Tuesday, February 4, 2014

Screening Tenants and Reporting Credit Issues Requires Care and Intelligence
Property managers, or rental owners who manage properties on their own, who fail to take the necessary precautions when screening tenants are asking for headaches and potentially long down time for their rental properties.  Cutting corners in this process is a nightmare waiting to happen which will only increase the amount of time one will spend in pursuit of quality long-term tenants and diminish overall return on investment for the portfolio.  Today, background check screening software available from a professional property manager can quickly and accurately paint the prospective tenant’s employment background, criminal record (if any), eviction record (if any), and credit history.  Without using a professional property manager to help in this process is like dancing on a tightrope which could lead to problems.  In the bay area, and especially in areas like San Jose, Los Gatos, Saratoga, Santa Clara, Sunnyvale, Mountain View, Cupertino, Los Altos, Palo Alto, Menlo Park, Atherton, Redwood City, Foster City, San Carlos, Belmont, and San Mateo where property values and rental rates are higher than those in most parts of the world, it is imperative that property owners and property managers be intimately aware of these issues, pitfalls, and procedures.

Accurate Credit Reporting is Important
Importantly, if you end up in a situation where you have to evict a tenant (because you failed to properly screen), or have to report some other credit impropriety the federal government Fair Credit Reporting Act (FCRA) is also another potential land mine which property managers and unsuspecting rental property owners need to be aware of.  The FCRA is worth looking at and getting a grasp on because it very well can affect how you treat your late paying or breaching tenant.  Moreover, the Consumer Financial Protection Act of 2010 (CFRA) is another set of hurdles of rules and regulations that owners, property managers, and property management companies need to be aware of and ideally become intimately familiar with – without this knowledge would be considered below the local standards set forth in the San Francisco Bay Area.

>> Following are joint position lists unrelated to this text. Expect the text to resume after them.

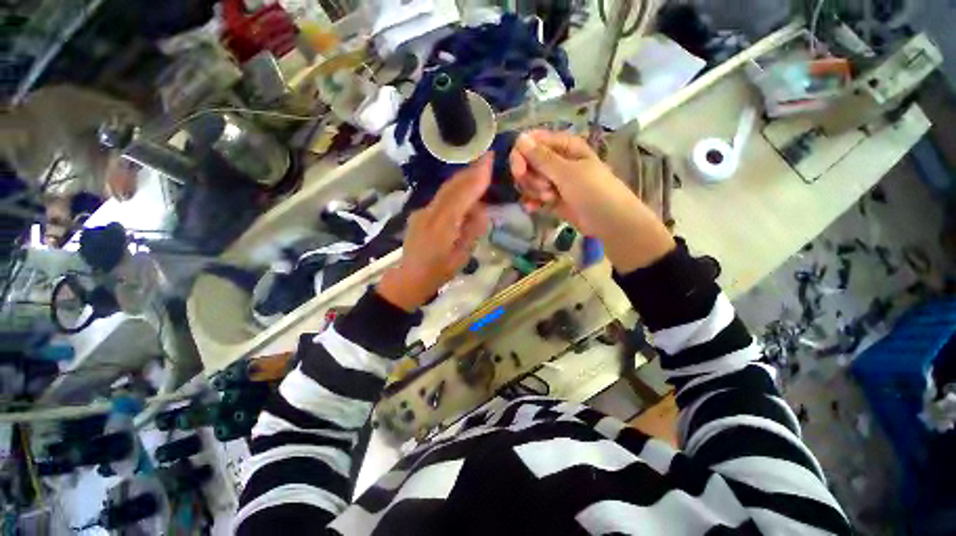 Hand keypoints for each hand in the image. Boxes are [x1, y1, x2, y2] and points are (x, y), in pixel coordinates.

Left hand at [377, 155, 491, 310]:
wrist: (409, 278)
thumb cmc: (438, 273)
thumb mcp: (462, 257)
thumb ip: (471, 231)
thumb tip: (480, 210)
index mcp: (442, 228)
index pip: (461, 197)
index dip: (475, 179)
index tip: (489, 161)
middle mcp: (429, 215)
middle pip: (451, 187)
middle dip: (469, 172)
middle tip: (486, 159)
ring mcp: (421, 212)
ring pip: (444, 190)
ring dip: (462, 180)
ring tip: (478, 172)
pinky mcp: (418, 214)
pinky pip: (439, 198)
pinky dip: (453, 191)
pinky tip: (463, 193)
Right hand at [510, 130, 674, 272]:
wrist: (609, 222)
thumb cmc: (593, 191)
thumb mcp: (567, 173)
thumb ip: (541, 158)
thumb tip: (519, 138)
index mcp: (564, 146)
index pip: (532, 142)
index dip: (521, 155)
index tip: (519, 171)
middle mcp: (557, 160)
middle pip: (528, 162)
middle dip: (530, 177)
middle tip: (544, 187)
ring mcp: (554, 180)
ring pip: (529, 181)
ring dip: (534, 190)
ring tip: (550, 198)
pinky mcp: (552, 198)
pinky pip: (533, 196)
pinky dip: (532, 202)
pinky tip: (533, 208) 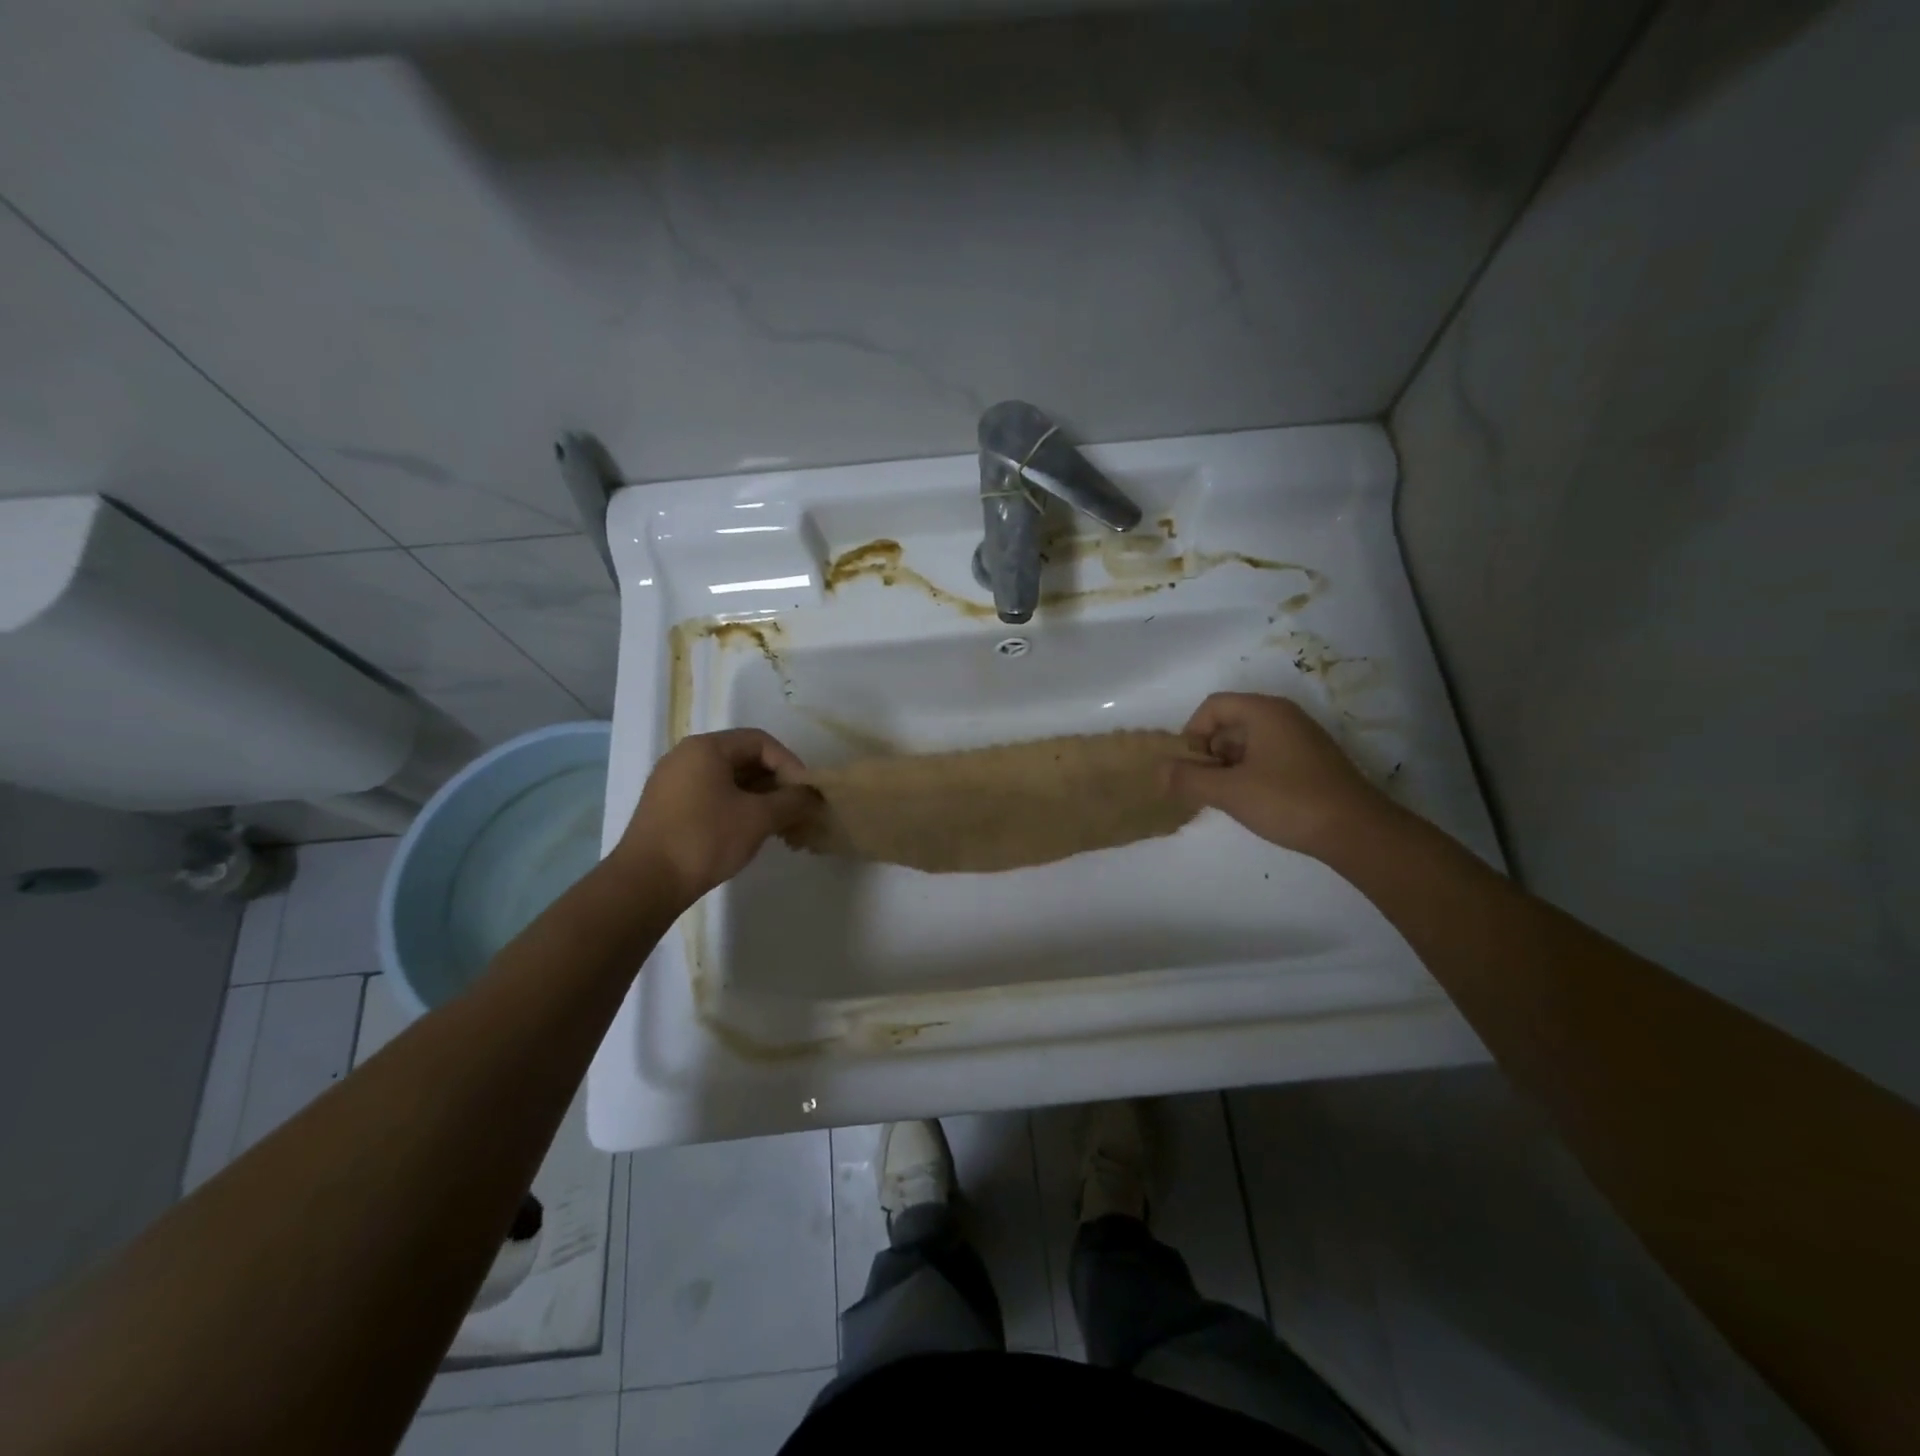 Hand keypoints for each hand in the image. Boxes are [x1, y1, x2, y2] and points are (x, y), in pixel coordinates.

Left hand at [615, 729, 814, 905]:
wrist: (645, 883)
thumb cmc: (704, 840)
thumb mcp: (758, 818)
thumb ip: (792, 801)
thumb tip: (813, 796)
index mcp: (706, 747)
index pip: (760, 741)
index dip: (790, 764)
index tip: (806, 792)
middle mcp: (685, 756)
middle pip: (743, 757)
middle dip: (776, 781)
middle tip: (796, 808)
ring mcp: (672, 781)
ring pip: (727, 778)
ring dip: (758, 796)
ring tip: (779, 823)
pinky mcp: (666, 806)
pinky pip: (710, 794)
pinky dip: (736, 806)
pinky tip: (750, 830)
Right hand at [1164, 692, 1390, 857]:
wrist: (1357, 831)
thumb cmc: (1288, 801)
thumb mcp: (1229, 792)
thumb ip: (1189, 779)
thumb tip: (1159, 772)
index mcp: (1264, 712)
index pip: (1213, 706)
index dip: (1192, 733)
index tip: (1188, 767)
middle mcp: (1284, 716)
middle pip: (1230, 722)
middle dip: (1209, 752)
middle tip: (1205, 786)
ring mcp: (1301, 738)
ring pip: (1249, 742)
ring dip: (1228, 766)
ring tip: (1227, 798)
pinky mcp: (1312, 761)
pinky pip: (1268, 756)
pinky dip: (1251, 773)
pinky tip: (1252, 802)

Debt Collection May Be Necessary Step
After you have evicted a tenant for non-payment or breach or even property damages you may end up in court attempting to get a judgment against the tenant.  The Fair Debt Collection Practices Act (FDCPA) governs what can and can’t be done against a defaulting tenant.  Unfortunately, California and federal laws have become increasingly debtor friendly.  Tenants have sometimes been able to turn the tables on a landlord that violates these laws.  Claims arise from oversight, imprecision, or failure to stay informed of the latest changes in the law.  A slanderous or libelous communication could result from failure to be aware of the proper reporting procedures for breaching tenants.  Some of these claims come about because of harassment actions by the collector including threats to take action, reporting of debts to third parties not privileged, or other similar acts.  Having taken appropriate steps from the beginning towards getting quality, qualified tenants helps to prevent these types of situations.  Hiring a professional property manager goes a long way towards that goal.

What Happens When Someone Violates FCRA or CFRA?
The FCRA was drafted and implemented to provide protection against the misuse and misreporting of consumer credit information.  The FCRA governs the behavior and polices of consumer reporting agencies.  Improper credit reporting can result in dire consequences for consumers.  If creditors, debt collectors, credit reporting agencies violate provisions of the FCRA is can cause a lower credit score, it can lead to a denial of credit, and can lead to higher interest rates on loans and credit requests.  Thus, the law provides for remedies to prevent these types of occurrences from happening.  For every violation of the FCRA a consumer can sue the reporting agency and/or any person or company that reported the inaccurate information in both state and federal court for statutory damages in the amount of $1,000 for each violation, punitive damages (if warranted due to egregious acts), court costs, and attorney’s fees.

Conclusion
In communities like San Jose, Los Gatos, Saratoga, Santa Clara, Sunnyvale, Mountain View, Cupertino, Los Altos, Palo Alto, Menlo Park, Atherton, Redwood City, Foster City, San Carlos, Belmont, and San Mateo where property values and rental rates are higher than those in most parts of the world, it is extremely important that property owners and property managers be keenly aware of these issues, pitfalls, and procedures.  Unsuspecting property owners who do not know any better can find themselves leasing or renting to an undesirable tenant because they failed to use due diligence and proper screening tools to evaluate the prospective tenant.  Even some property managers who try and ‘get by’ without the latest screening software can find themselves with a bad tenant – “the old high price to the low bid scenario.”  Investing a few extra dollars to have the proper and prudent tools available to do the professional screening is worth its weight in gold.  Just ask a property manager who has been down this road to eviction and see what they say.


Finally, it is tantamount that both rental owners and professional property owners be aware of these issues and laws, beware of the pitfalls, and make sure any information that is communicated properly from both sides of the transaction.